OFIUZA
Era uma vez uma praia branda que se estendia junto a um penhasco altivo. Era Ofiuza, a terra da serpente. Corriam os tempos megalíticos e ali acabava a terra e começava o mar.
Serpente, símbolo da sabedoria, refugia-se no extremo da terra para se isolar da pequenez dos que se instalaram ao longo do caminho do Sol. E porque o Sol é a luz, a serpente segue-lhe no rasto e chega ao penhasco do fim.
Aqui chegada, ebule por não mais poder seguir a luz que se põe no horizonte, ralha com todos a propósito de tudo e de nada, não quer suportar os que tem por medíocres ao contentarem-se com a sedentarização, sente-se grande perante a pequenez desses sossegados, sente-se pequena perante a imensidão do oceano, ferve-lhe o sangue. E pensa que mais valera ignorar e ser feliz como todos os que ficaram para trás do que saber e não conseguir valer-se nas ambições que a atormentam.

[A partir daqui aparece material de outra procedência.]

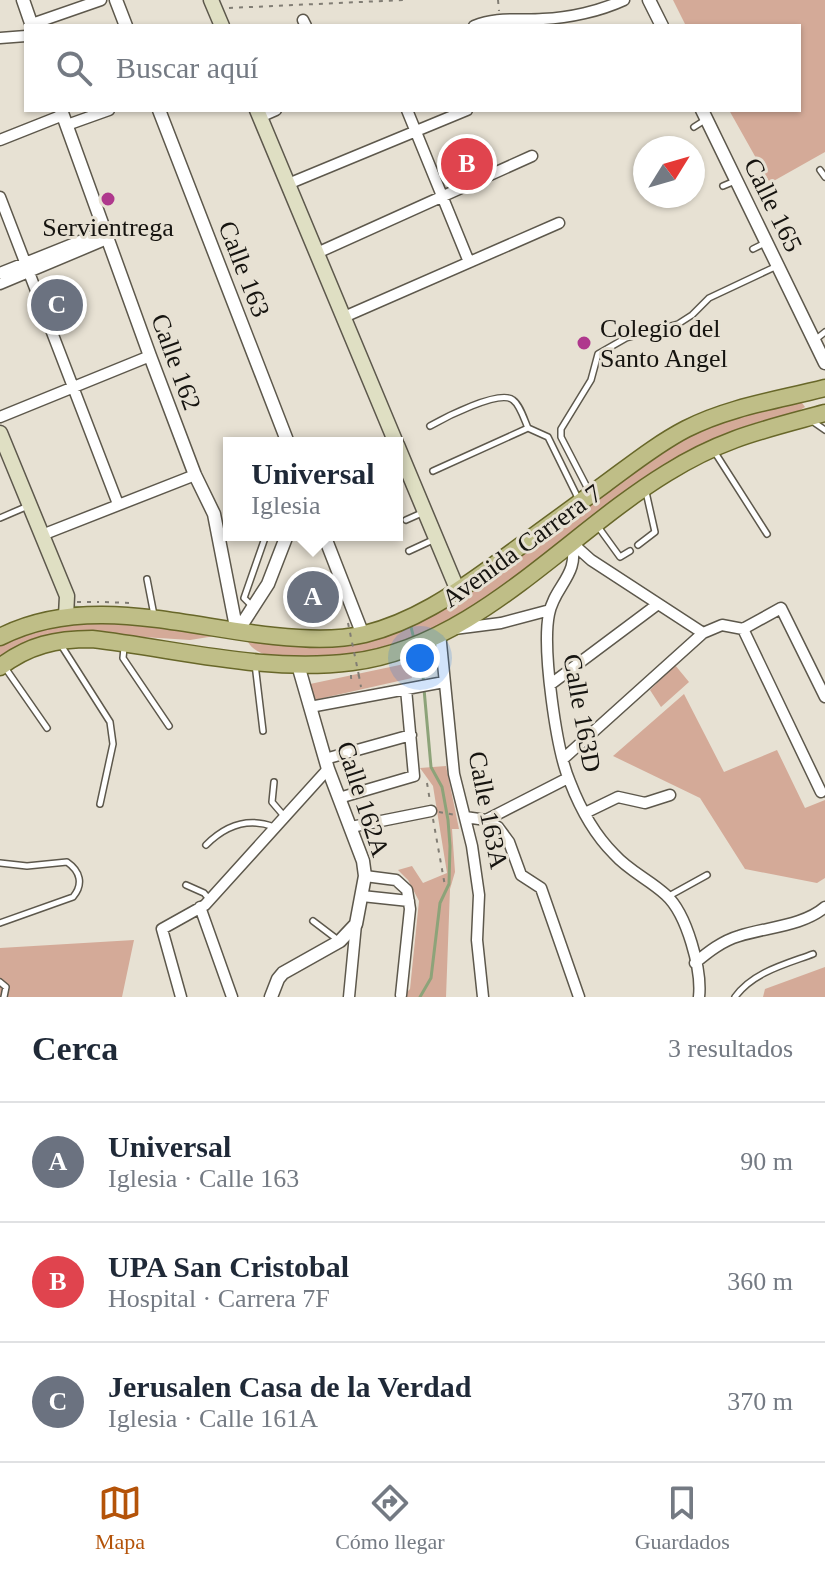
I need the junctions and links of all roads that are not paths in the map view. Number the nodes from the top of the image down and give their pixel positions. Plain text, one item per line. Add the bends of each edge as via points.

Até que se zanga consigo própria porque já não tem mais ninguém com quem se zangar.
E é nessa zanga consigo própria que se dá conta de que só ela pode descobrir uma solução para as suas ânsias. Não serão os da capito deminutia que a poderão ajudar, ela é a sabedoria. Mas a sabedoria, sendo determinada, é serena e a ebulição é sinónimo de inferioridade.

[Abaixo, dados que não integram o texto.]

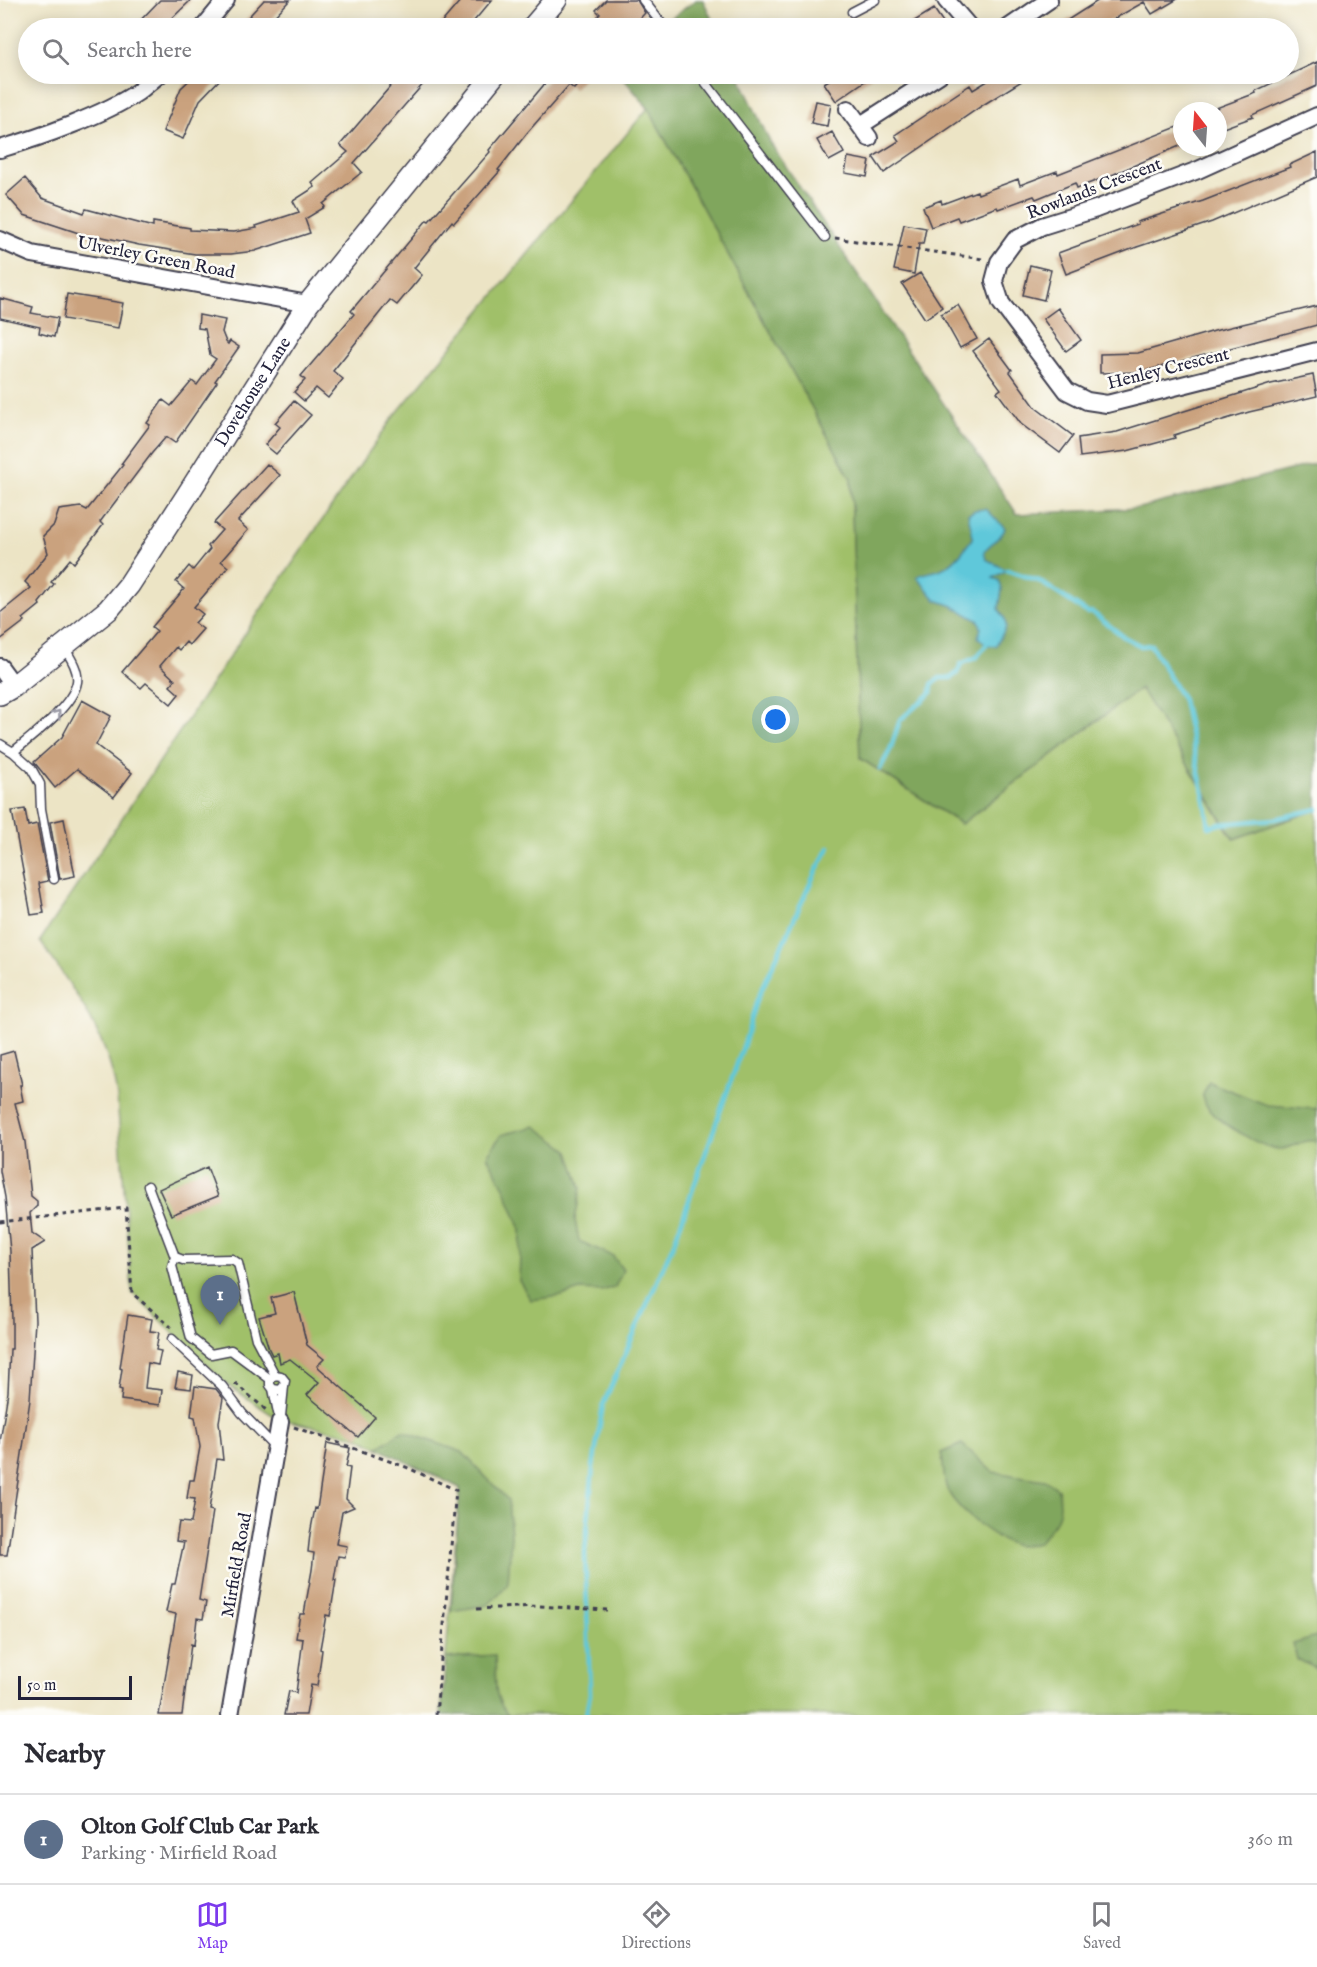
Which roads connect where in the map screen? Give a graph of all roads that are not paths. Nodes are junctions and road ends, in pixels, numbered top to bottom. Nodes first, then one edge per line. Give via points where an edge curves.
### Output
1 (226, 0) edge
2 (556, 0) edge
3 (643, 0) edge
4 (875, 0) edge
5 (946, 0) edge
6 (1049, 0) edge
7 (852, 12) dead end
8 (211, 18) edge
9 (541, 18) edge
10 (657, 18) edge
11 (961, 18) edge
12 (1023, 18) edge
13 (148, 84) edge
14 (487, 84) edge
15 (707, 84) edge
16 (927, 84) edge
17 (848, 109) dead end
18 (1317, 116) edge
19 (0, 149) edge
20 (825, 237) road end
21 (0, 240) edge
22 (1001, 303) joint
23 (308, 304) junction
24 (1317, 351) edge
25 (63, 646) junction
26 (0, 667) edge
27 (7, 690) edge
28 (0, 744) edge
29 (13, 752) junction
30 (54, 879) dead end
31 (148, 1186) dead end
32 (175, 1257) junction
33 (174, 1335) road end
34 (272, 1377) junction
35 (284, 1386) junction
36 (273, 1389) junction
37 (280, 1422) junction
38 (276, 1448) junction
39 (230, 1715) edge

1 - 8 street
2 - 9 street
3 - 10 lane
4 - 7 lane
5 - 11 street
6 - 12 street
13 - 19 street via 82,120
14 - 23 street, Dovehouse Lane
15 - 20 lane
16 - 17 street via 865,131
18 - 22 street, Rowlands Crescent via 1198,170 1042,226 1015,240 999,262 994,281
21 - 23 street, Ulverley Green Road via 32,254
22 - 24 street, Henley Crescent via 1068,391 1087,401 1107,404
23 - 25 street, Dovehouse Lane via 129,585 108,610
25 - 27 street, Dovehouse Lane
29 -> 25 lane via 51,722 74,691 74,663
26 - 27 street
28 - 29 lane
29 - 30 lane via 31,768 40,784
31 - 32 lane
32 - 34 lane via 172,1266 191,1338 211,1354 231,1350
32 - 34 lane via 232,1259 238,1263 256,1339
33 - 38 lane
34 - 35 lane via 281,1376
34 - 36 lane
35 - 36 lane
35 - 37 lane
36 - 37 lane
37 - 38 street, Mirfield Road
38 - 39 street, Mirfield Road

Medita e determina-se durante séculos a fio contra os que a querem esmagar e roubar-lhe a praia e o penhasco do fim.
Até que certo dia, passadas muitas amarguras, conclui que o fim das suas frustrações está na continuação da viagem em direcção às novas paragens desconhecidas como fórmula única de ganhar a dimensão que lhe falta para aguentar as investidas dos encostados.
Deixa um velho no Restelo a guardar a praia límpida e o penhasco altivo, encomenda-se e determina-se na ida.

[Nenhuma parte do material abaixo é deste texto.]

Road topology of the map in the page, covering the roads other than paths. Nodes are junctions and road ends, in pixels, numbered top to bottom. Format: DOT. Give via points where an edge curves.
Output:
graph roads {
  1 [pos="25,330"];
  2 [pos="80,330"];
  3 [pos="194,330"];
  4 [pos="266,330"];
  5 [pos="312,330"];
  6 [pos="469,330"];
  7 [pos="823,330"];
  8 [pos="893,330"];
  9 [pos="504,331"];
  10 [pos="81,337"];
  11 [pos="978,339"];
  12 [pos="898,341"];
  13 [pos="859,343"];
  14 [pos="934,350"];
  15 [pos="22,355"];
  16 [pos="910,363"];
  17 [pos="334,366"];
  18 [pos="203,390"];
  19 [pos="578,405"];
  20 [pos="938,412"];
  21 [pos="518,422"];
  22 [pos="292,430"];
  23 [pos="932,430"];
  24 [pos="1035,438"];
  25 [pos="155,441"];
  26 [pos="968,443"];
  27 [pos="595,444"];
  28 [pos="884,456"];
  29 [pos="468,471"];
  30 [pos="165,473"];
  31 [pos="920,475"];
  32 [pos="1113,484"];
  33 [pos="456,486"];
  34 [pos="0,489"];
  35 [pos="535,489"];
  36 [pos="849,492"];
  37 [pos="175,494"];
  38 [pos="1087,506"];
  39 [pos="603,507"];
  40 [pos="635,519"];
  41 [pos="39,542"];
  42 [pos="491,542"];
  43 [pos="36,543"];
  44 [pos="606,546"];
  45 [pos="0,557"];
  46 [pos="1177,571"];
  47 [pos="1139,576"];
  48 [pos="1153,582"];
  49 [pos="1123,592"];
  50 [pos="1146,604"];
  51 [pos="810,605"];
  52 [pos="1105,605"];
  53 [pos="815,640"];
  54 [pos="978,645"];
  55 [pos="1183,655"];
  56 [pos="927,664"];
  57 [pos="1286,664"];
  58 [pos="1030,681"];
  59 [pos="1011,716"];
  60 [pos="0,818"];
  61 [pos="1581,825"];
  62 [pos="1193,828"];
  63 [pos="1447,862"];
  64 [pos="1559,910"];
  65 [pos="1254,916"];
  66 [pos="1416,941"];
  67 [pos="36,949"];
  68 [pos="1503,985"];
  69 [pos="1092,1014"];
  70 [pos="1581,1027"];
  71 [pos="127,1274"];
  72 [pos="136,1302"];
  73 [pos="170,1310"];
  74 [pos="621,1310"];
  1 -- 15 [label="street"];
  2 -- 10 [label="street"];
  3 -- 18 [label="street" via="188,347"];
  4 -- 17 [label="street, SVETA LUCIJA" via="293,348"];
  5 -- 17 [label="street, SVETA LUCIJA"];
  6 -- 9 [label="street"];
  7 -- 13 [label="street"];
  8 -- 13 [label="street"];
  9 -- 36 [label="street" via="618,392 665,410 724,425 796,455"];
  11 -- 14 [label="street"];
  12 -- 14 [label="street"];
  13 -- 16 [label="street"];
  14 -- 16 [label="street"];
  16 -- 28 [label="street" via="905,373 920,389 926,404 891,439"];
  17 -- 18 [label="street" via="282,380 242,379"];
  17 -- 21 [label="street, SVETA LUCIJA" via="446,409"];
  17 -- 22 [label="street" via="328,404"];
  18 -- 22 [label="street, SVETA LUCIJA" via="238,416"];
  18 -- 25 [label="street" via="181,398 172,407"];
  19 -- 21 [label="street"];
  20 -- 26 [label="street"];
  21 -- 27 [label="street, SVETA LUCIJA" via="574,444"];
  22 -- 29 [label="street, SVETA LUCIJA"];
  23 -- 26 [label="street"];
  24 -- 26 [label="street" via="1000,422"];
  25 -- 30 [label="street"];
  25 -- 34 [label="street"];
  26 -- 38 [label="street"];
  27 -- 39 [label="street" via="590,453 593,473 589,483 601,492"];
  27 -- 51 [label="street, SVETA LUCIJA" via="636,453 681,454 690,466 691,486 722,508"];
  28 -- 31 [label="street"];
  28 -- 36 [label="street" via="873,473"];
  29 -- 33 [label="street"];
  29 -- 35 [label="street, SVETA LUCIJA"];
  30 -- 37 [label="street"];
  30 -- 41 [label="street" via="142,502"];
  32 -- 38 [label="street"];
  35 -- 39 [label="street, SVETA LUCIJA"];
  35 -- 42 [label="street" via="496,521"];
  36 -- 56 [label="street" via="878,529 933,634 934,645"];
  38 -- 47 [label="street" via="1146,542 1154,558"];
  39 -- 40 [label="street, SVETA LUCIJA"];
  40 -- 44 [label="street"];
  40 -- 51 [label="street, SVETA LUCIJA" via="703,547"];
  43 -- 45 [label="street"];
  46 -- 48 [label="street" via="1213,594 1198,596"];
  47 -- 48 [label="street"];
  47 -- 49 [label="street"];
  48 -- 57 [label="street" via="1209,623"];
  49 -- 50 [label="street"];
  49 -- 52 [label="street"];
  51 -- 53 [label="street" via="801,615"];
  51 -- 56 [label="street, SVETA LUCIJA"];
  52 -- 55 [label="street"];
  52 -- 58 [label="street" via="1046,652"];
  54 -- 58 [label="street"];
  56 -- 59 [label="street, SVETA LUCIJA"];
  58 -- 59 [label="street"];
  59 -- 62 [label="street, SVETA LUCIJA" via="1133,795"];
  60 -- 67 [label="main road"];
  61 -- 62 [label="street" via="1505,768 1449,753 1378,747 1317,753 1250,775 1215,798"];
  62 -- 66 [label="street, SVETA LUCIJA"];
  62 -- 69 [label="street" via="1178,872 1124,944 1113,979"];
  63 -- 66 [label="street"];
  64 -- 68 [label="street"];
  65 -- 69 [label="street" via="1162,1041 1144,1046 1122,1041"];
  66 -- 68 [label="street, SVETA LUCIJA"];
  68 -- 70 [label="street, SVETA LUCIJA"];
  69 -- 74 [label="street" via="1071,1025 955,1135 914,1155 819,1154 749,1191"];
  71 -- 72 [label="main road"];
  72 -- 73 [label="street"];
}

Mas a dúvida invade-a: terá o velho a garra suficiente para guardar a praia? E, no regresso, quem regerá o penhasco?
Mas foi...
E andou, viveu, suou, chorou, riu e cresceu mas disseram-lhe que voltasse porque a praia estava suja e o penhasco tinha sido ocupado por quem não lhe queria bem.
Voltou com a determinação de retomar Ofiuza mas andara por fora tempo de mais e os que tinham ficado não lhe reconheceram o mérito de ter dado novos mundos ao mundo, de ter sido sábia e compassiva. Pior, disseram-lhe que tinha sido imperialista e exploradora dos submissos, que perdera o lugar.
E a serpente enroscou-se à espera de que os medíocres se entregassem à autofagia para poder, então, ressurgir, colocar os madraços em sentido e fazer a glória de Ofiuza.
Mas, perdida a dimensão do mar e à mercê dos hedonistas, a serpente duvida que os usurpadores sejam capazes de viver num sistema que lhes garante a liberdade porque esta pode, infelizmente, ser a grilheta da sabedoria.
A questão é agora a de saber quando será a hora da serpente. E também resta saber se então ainda haverá Ofiuza.